A Regeneron Pharmaceuticals e a Sanofi anunciaram o início de um ensaio clínico para avaliar o Kevzara (sarilumab) em pacientes hospitalizados gravemente em consequência de infecção do novo coronavírus COVID-19. O estudo avaliará a eficácia da adição do uso do Kevzara nos cuidados de suporte usuais, em comparação com o placebo, em até 400 pacientes em 16 locais nos Estados Unidos. A primeira parte do estudo de duas fases avaliará o impacto do Kevzara na febre e a necessidade de oxigênio suplementar dos pacientes. A segunda parte avaliará a melhoria nos resultados a longo prazo, incluindo a redução da necessidade de ventilação mecânica, oxigênio suplementar, hospitalização e prevenção da morte.

Necessidade urgente de tratamento eficaz

Existe uma necessidade urgente de um tratamento eficaz, mas a OMS tem alertado os países contra tratamentos não testados. Atualmente, não existe tratamento comprovadamente eficaz contra o COVID-19, disse o diretor-geral da OMS, Dr. Tedros Adhanom Ghebreyesus, enquanto elogiava a energia aplicada aos tratamentos clínicos. A utilização de medicamentos sem evidências clínicas pode causar mais mal do que bem e ainda levar à escassez de medicamentos necessários para outras doenças.

A OMS lançou um teste internacional (solidarity trial) capaz de gerar evidências robustas e de qualidade. Pequenos estudos aleatórios não nos darão as respostas que precisamos. Quanto mais países se inscreverem no estudo, mais rapidamente obteremos resultados, assinalou o líder da OMS. Lembrou, no entanto, que essas são medidas defensivas, e recomendou uma luta agressiva contra a pandemia que já atinge mais de 300 mil pessoas. “É preciso conscientizar a população para adotar medidas como a quarentena e o isolamento social. Para vencer, precisamos atacar o vírus de maneira agressíva e com táticas direcionadas. Testar todos os suspeitos, isolá-los e cuidar dos contaminados, conclui o diretor-geral.

Esperança para medicamentos e ciência

O Dr. Childs valoriza o fato de existirem muitos cientistas médicos incríveis explorando literalmente dezenas de ângulos diferentes para matar esse vírus, todos que, no papel, parecem que poderiam funcionar. Ele se diz impressionado com a rapidez com que vemos novas abordagens terapêuticas potenciais indo da prancheta para a clínica. O pesquisador alerta que um grande número de cientistas médicos e clínicos estão participando dessa luta, incluindo cientistas e equipes de pesquisa que normalmente não trabalham em doenças infecciosas, mas que têm ideias brilhantes para atingir diferentes partes do coronavírus que podem ser seu calcanhar de Aquiles. “A ciência e a medicina uniram o mundo para combater um inimigo comum de todos os seres humanos.
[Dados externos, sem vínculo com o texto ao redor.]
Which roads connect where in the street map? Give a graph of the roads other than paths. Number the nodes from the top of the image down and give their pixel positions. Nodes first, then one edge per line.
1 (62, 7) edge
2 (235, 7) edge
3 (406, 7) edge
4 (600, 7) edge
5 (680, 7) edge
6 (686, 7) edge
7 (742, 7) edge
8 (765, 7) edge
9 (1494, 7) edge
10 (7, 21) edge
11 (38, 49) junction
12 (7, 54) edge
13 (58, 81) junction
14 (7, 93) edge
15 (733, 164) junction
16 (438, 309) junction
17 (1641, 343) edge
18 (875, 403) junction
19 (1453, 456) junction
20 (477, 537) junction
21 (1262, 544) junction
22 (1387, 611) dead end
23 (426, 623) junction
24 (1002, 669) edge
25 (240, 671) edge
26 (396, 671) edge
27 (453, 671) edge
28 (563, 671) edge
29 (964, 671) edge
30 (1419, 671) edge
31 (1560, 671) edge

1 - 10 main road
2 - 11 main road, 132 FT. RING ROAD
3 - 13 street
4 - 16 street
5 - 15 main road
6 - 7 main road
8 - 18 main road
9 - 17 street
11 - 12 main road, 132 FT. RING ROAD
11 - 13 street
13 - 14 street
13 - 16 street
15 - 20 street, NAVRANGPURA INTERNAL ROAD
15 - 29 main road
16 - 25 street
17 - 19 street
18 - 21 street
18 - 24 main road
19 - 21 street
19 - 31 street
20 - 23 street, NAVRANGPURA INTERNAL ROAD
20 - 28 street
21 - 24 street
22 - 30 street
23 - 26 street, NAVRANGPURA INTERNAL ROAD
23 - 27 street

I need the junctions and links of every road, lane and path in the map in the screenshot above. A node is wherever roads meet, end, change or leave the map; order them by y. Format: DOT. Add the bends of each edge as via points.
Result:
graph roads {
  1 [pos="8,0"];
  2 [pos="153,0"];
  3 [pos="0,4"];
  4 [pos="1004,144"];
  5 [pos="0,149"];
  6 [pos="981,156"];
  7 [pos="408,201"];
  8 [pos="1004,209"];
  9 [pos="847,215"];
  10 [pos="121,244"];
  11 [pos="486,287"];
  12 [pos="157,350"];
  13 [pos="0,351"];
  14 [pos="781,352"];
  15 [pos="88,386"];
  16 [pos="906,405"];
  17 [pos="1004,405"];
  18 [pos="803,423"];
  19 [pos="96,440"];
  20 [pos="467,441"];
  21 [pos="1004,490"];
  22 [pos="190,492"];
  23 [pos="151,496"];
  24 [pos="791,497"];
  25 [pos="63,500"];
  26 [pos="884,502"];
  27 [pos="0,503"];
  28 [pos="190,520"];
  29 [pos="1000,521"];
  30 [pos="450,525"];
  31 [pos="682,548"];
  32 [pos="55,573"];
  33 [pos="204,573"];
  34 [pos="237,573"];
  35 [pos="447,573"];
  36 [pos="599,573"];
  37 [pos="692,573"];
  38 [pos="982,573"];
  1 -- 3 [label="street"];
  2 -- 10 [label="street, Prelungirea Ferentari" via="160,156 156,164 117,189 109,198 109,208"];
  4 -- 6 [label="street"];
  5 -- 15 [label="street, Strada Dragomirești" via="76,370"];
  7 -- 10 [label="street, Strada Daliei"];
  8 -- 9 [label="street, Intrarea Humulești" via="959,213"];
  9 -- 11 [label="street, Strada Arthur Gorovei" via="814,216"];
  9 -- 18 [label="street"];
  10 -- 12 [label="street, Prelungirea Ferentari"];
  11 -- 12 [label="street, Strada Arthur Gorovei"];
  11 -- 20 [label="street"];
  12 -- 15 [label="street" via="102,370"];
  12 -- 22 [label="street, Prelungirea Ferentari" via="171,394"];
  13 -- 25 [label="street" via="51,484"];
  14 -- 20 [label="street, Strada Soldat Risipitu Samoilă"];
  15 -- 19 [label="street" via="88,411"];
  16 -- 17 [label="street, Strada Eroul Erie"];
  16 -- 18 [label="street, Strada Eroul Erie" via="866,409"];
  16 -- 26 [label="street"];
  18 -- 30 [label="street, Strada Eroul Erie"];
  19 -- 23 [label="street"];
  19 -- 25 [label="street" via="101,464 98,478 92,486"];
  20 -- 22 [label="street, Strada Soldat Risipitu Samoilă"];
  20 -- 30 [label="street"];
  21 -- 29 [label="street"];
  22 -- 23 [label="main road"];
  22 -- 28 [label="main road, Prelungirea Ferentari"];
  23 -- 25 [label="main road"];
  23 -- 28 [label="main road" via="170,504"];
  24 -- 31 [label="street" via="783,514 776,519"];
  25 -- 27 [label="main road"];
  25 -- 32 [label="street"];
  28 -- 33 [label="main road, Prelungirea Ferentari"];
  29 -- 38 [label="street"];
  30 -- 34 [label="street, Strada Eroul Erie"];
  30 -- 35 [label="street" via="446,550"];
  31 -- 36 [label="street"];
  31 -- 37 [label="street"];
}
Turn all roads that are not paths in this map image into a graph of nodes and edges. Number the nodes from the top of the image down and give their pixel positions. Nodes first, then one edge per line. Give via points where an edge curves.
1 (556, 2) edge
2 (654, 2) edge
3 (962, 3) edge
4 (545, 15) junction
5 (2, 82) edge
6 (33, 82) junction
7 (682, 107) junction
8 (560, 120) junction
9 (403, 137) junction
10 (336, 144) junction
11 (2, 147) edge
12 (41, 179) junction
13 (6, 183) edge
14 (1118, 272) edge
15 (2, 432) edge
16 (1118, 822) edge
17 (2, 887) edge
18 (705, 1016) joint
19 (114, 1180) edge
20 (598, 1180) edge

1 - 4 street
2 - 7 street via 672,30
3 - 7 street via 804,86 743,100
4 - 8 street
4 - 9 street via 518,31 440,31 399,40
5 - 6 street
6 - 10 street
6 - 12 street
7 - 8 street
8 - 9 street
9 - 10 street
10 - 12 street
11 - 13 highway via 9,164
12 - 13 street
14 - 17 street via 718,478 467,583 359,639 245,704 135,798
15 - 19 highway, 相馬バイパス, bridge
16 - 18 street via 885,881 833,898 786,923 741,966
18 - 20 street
Talvez seja uma ilusão, mas acredito que há esperança de que toda a humanidade esteja mais unificada quando essa batalha terminar”, comemora.

Por fim, o Dr. Childs atenta que no final, o objetivo da maioria desses medicamentos é reduzir a carga viral a um nível que não está mais prejudicando os órgãos para ganhar tempo para o sistema imunológico entrar em ação e erradicar o vírus. Se você puder manter os pacientes com a pneumonia mais grave por coronavírus vivos por tempo suficiente, com medidas de cuidados assistenciais incluindo quando necessário, ventiladores, ou como os japoneses demonstraram com a ECMO, mais cedo ou mais tarde o sistema imunológico descobrirá as coisas e erradicará o vírus.

Ser somente agressivo com cuidados de suporte pode funcionar. Embora atualmente não saibamos quais medicamentos acabarão provando ser benéficos no tratamento dessa doença, cuidados de suporte agressivos podem salvar as vidas dos pacientes mais doentes infectados pelo coronavírus.